L'importanza letteraria e sociale dello Spectator non si capisce senza riferirsi a quella trasformazione del gusto e della morale dell'Inghilterra settecentesca, che appunto nello Spectator è rispecchiata nel modo più lucido e convincente. Insieme, si scorge che gli scritti del Tatler e dello Spectator presuppongono una assai profonda modificazione nello spirito dello Steele e dell'A., che vedemmo, ad Oxford, ligi alla cultura francese e classicisti fino allo snobismo. Alle classi di vera o pretesa aristocrazia, che avevano ormai compiuta la propria funzione storica, succedeva una borghesia cui il Puritanesimo dotava d'ideali morali e sociali, forse ristretti, ma sinceramente sentiti; e di una capacità di ritrovarsi nelle più genuine virtù casalinghe e nazionali. M. Arnold scrisse che, rinchiudendosi nel Puritanesimo, l'Inghilterra si intralciò per duecent'anni circa il progresso intellettuale. Se in questa osservazione non manca una parte di vero, non si vede, tuttavia, come senza la reazione puritana avremmo avute produzioni letterarie di prim'ordine, e che implicano vastissimi sviluppi, come quelle che stiamo esaminando.

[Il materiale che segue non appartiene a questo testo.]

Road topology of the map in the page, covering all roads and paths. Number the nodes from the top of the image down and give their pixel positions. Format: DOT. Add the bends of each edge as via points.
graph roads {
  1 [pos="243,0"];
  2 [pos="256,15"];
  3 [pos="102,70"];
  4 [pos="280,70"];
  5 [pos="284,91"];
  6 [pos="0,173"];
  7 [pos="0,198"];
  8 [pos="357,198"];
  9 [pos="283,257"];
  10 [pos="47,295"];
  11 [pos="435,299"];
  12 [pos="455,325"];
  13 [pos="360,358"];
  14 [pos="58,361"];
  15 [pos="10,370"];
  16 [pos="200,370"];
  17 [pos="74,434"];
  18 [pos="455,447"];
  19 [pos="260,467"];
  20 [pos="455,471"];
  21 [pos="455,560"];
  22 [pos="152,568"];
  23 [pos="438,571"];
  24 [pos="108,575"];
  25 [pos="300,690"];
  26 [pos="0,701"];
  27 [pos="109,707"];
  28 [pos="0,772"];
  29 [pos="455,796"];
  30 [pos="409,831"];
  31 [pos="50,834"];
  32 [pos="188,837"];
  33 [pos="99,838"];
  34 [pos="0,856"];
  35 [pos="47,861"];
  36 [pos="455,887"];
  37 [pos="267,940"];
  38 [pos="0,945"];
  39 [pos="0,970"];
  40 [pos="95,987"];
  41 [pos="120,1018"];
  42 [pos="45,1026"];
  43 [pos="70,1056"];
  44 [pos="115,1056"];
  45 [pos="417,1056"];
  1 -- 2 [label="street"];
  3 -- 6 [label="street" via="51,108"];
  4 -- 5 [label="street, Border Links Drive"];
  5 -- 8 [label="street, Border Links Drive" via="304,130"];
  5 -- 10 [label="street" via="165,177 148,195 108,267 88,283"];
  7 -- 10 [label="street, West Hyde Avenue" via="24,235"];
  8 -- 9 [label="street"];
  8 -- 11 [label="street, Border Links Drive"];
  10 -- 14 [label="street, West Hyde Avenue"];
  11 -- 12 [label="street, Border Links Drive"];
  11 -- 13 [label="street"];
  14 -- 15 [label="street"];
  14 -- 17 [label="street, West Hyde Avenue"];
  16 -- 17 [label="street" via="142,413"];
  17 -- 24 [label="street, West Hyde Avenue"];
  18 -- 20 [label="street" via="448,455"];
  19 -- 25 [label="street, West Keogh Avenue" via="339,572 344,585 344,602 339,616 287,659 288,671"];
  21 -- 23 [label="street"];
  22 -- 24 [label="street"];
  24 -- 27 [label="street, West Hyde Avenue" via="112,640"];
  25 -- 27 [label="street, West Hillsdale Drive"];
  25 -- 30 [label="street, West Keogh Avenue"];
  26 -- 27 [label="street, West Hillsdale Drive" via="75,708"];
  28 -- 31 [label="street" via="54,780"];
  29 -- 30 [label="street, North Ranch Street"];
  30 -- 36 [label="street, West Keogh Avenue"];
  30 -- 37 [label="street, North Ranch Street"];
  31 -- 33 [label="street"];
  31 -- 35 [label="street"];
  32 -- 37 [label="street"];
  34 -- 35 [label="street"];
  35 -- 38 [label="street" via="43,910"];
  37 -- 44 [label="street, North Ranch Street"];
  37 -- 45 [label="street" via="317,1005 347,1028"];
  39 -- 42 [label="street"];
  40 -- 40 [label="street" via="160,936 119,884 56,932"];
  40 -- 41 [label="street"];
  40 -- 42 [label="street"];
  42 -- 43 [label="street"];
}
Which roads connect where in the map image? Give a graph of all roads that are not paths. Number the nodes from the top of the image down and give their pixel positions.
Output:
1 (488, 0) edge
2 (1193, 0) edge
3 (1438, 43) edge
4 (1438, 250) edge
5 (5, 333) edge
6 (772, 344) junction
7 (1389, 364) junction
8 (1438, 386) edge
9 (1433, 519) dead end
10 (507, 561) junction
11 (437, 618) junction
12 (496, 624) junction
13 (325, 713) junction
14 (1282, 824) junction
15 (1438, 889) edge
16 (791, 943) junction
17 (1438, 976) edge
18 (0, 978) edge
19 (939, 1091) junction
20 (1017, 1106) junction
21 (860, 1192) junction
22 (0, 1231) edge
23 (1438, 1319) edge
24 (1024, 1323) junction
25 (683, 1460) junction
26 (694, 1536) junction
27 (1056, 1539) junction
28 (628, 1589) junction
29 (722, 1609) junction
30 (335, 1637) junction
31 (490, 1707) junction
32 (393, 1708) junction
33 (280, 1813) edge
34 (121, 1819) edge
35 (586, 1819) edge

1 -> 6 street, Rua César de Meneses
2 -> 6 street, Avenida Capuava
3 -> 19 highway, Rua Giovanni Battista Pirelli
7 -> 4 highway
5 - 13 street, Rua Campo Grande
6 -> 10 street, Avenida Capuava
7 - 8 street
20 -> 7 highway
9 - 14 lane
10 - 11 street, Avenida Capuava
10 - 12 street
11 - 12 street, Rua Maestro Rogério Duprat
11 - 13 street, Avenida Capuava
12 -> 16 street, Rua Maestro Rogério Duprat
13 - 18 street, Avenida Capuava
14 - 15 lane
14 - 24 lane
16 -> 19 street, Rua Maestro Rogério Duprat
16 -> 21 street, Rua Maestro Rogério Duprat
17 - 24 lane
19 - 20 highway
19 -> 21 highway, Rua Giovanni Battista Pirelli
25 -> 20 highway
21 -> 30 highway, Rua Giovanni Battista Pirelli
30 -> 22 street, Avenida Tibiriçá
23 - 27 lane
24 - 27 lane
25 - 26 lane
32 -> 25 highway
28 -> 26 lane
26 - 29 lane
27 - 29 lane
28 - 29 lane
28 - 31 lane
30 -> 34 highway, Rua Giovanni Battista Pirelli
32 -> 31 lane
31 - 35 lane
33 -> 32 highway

Non bisogna poi intendere il Puritanesimo esclusivamente nell'eloqenza, nell'enfasi e nei violenti chiaroscuri, prediletti dal Milton e dai primi puritani. Tutto al contrario, con l'A. e con lo Steele, lo scrittore comincia ad intrattenere famigliarmente un suo pubblico, e un pubblico capace di seguire ed apprezzare sottili sfumature d'eloquio e sentimento, discorrendogli della vita di tutti i giorni, di casi occorsi o immaginati, d'opere letterarie, senza partirsi da una squisita confidenzialità, nella quale A., artista elegantissimo, sapeva abbandonarsi più capricciosamente. In tale confidenza, il suo stile non perde però mai di scrupolo e nitore; e si dice che spesso egli facesse fermar la stampa di uno de' suoi saggi, a cambiare un epiteto, sostituire una preposizione. "Ho portato la filosofia fuor de' pensatoi e delle biblioteche, delle scuole e dei collegi" scrisse di sé A., "nei ritrovi, nelle conversazioni, nei caffè". Non è qui il luogo di rintracciare (ma v. Cambridge Hist. of Engl. Lit., IX) la funzione di questi caffè letterarî dell'epoca. A Londra, A. frequentò soprattutto il Grecian Coffee House, e il Burton's Coffee House; e l'aulico Pope, grande avversario dell'A., disse che, indulgendovi al bere, questi vi s'era finito di rovinare la malferma salute. Il vanto che A. si attribuisce, d'aver liberato la cultura e il sentimento dalla pedanteria, è sostanzialmente giusto; e indubitabile è che con l'A. e con lo Steele si apre la grande letteratura giornalistica inglese. Attraverso il Lamb, l'Hazlitt, lo Stevenson, la lezione dei due scrittori si mantien viva, fino al Belloc, allo Chesterton, al Beerbohm e a tutti i migliori saggisti dei nostri giorni.
A. è sepolto nella Abbazia di Westminster, vicino al suo patrono Charles Montagu.
Bibl.: Works, prima ediz. 1721, 4 voll.; Spectator con introd. e note di Gregory Smith, Londra s. a.; Spectator, nel testo originale, con introd. note e indici di Henry Morley, Londra s. a. Biografia: Johnson, Lives of Engl. Poets, Londra 1781; W. I. Courthope, nella serie Men of letters, Londra 1884.